Friday, April 01, 2011

stride right

The raven-haired lass is now eight months old.  She's not a newborn anymore.  She's well on her way to being a mobile toddler, as she can now roll wherever she wants to go as well as push herself up to sitting once she gets there.  She's often seen up on her hands and knees (or toes), as though she's about to take off either crawling or sprinting. 

While she's still very sweet-natured, she does put up protests of considerable volume now on occasion. 

She's more aware of  my presence (or lack thereof).  She doesn't always initially notice my departure if I slip away for a little while (since that's as long as I would be away from her anyway given her age), but once she realizes that she and I aren't *thisclose*, her deep brown eyes fill with tears and bottom lip turns upside down.

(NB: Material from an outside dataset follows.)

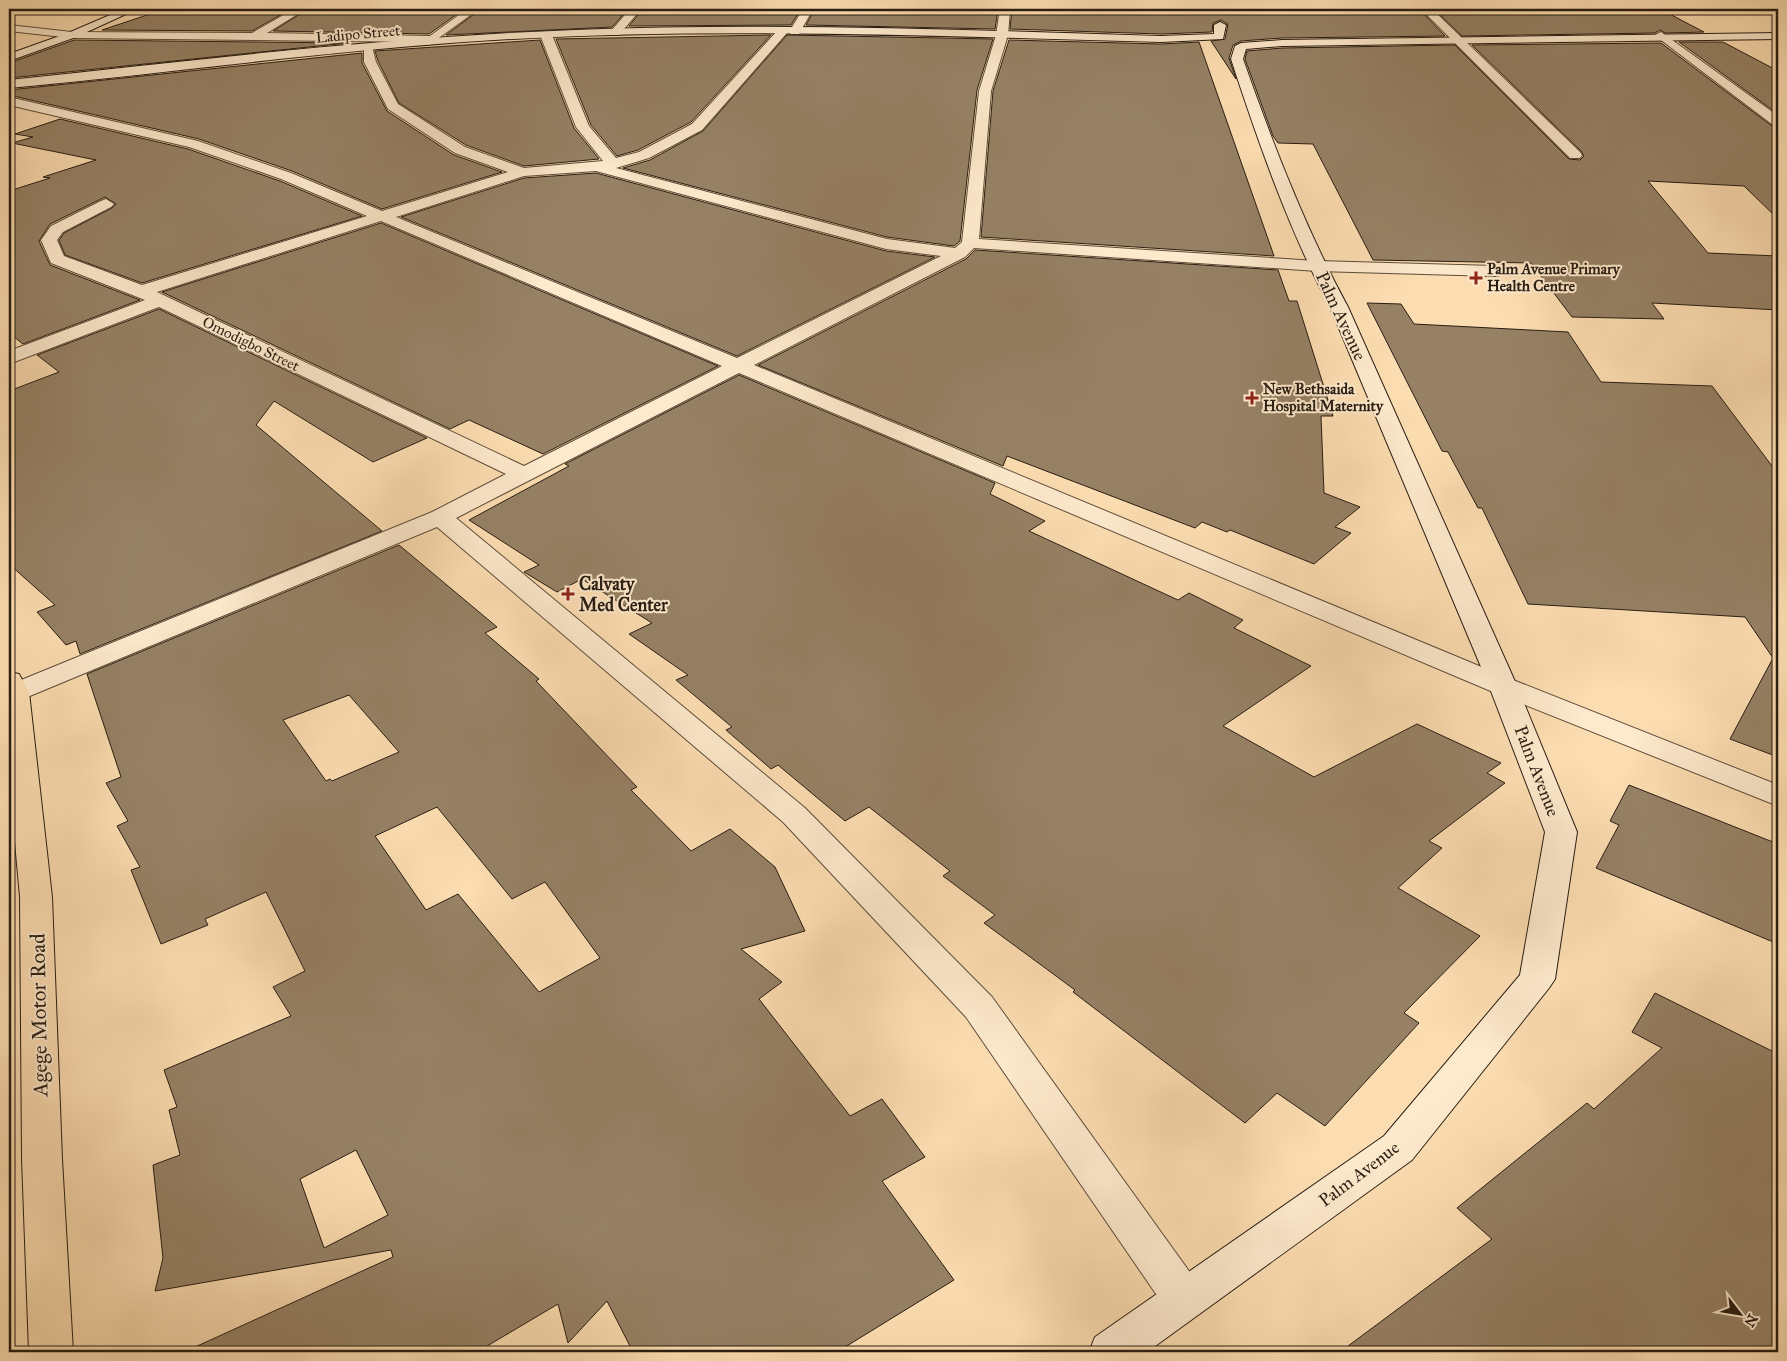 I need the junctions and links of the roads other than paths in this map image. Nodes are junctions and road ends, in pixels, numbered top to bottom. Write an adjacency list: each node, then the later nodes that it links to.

Her brothers and sister can get her laughing with great guffaws.   Siblings are good for that.

With the passage of time (and some new thyroid medication), I have been able to reclaim a certain dimension of peace and sense of steadiness, for which I am most grateful.  In a few ways I find myself hitting a stride of sorts.  There are still plenty of harried moments, but there are also more freshly-made dinners (though still many from the freezer), smiles from bambini (along with the displays of displeasure), and moments of clarity when I have my wits about me and can thus employ my proactive tactics.  There are also renewed and deepening prayer practices that help immensely in everything from the minutiae to the big picture.

Having been down this road four times now, though, I know full well that just about as soon as I feel settled in some semblance of routine, at least one variable will change to cause that routine to be amended (again) -- summer vacation, for example.  Knowing to expect that helps.  I will do what I can to plan for that and pray for the grace to rise to the occasion.